Task to carry out -> Search the entries below for the word "Spring" and copy every line where it appears.

##### Entries provided

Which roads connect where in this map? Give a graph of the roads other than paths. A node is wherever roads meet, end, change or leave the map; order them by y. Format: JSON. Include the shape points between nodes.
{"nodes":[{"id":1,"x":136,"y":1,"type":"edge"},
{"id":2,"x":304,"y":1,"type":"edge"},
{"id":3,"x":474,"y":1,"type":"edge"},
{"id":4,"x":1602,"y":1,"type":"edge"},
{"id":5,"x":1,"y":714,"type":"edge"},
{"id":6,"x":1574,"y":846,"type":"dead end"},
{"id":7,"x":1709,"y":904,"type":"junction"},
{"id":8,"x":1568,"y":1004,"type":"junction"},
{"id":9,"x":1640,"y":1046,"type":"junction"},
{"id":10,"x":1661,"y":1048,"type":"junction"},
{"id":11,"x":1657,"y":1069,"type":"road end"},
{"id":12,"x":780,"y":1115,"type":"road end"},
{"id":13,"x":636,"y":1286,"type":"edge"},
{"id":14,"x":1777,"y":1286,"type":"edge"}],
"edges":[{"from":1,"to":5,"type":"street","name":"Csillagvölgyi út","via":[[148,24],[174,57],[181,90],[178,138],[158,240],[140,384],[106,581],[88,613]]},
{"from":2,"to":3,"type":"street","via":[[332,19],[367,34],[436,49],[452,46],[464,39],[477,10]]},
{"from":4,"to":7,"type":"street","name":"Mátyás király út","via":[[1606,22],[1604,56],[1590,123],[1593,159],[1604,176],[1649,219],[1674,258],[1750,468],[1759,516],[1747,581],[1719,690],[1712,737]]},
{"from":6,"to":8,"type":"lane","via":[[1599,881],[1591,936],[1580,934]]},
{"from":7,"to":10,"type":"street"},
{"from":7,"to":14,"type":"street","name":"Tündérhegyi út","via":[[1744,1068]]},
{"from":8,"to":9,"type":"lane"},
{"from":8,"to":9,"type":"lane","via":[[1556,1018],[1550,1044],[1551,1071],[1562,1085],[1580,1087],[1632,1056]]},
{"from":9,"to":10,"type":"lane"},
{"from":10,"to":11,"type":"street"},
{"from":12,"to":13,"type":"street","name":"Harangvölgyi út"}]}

##########
##### Entries provided

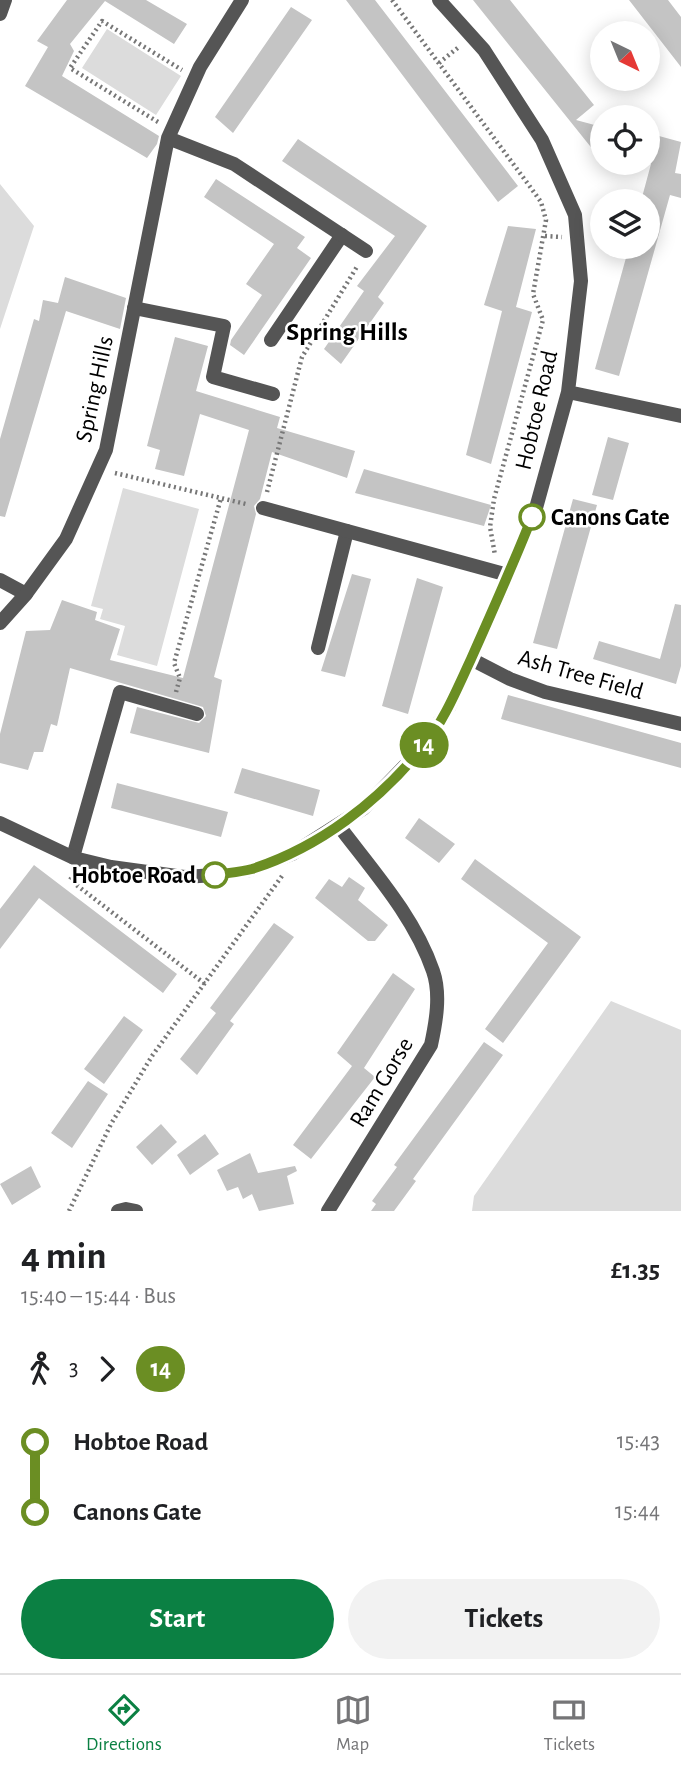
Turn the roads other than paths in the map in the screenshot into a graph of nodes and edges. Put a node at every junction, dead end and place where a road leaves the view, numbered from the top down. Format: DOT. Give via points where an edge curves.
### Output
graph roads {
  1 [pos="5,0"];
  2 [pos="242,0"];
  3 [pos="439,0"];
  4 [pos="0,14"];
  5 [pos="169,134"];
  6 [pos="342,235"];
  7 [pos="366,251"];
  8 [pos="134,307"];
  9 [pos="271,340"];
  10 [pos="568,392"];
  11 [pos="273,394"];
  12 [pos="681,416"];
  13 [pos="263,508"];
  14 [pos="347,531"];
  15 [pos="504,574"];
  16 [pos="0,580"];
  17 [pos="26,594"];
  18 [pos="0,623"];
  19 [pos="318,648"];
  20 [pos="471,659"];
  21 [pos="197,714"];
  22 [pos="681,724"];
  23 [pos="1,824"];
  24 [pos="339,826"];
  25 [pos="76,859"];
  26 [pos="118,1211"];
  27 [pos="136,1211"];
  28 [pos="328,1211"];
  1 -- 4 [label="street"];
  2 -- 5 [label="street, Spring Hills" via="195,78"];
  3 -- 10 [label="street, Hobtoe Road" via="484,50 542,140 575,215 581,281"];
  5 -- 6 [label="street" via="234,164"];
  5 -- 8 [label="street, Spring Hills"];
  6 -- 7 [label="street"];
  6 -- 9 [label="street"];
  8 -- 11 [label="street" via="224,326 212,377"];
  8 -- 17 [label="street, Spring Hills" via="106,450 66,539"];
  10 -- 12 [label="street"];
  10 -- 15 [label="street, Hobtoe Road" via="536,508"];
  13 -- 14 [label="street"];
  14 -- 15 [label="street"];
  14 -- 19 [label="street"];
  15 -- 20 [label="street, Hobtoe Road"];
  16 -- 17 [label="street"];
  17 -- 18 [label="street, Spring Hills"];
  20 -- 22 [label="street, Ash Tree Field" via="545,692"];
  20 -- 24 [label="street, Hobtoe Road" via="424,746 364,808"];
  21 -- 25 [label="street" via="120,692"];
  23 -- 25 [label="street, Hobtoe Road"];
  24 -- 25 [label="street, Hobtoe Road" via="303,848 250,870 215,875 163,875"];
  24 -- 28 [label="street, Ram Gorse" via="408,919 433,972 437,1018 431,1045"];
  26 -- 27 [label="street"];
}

##########

Solved exercise ->
  2 -- 5 [label="street, Spring Hills" via="195,78"];
  5 -- 8 [label="street, Spring Hills"];
  8 -- 17 [label="street, Spring Hills" via="106,450 66,539"];
  17 -- 18 [label="street, Spring Hills"];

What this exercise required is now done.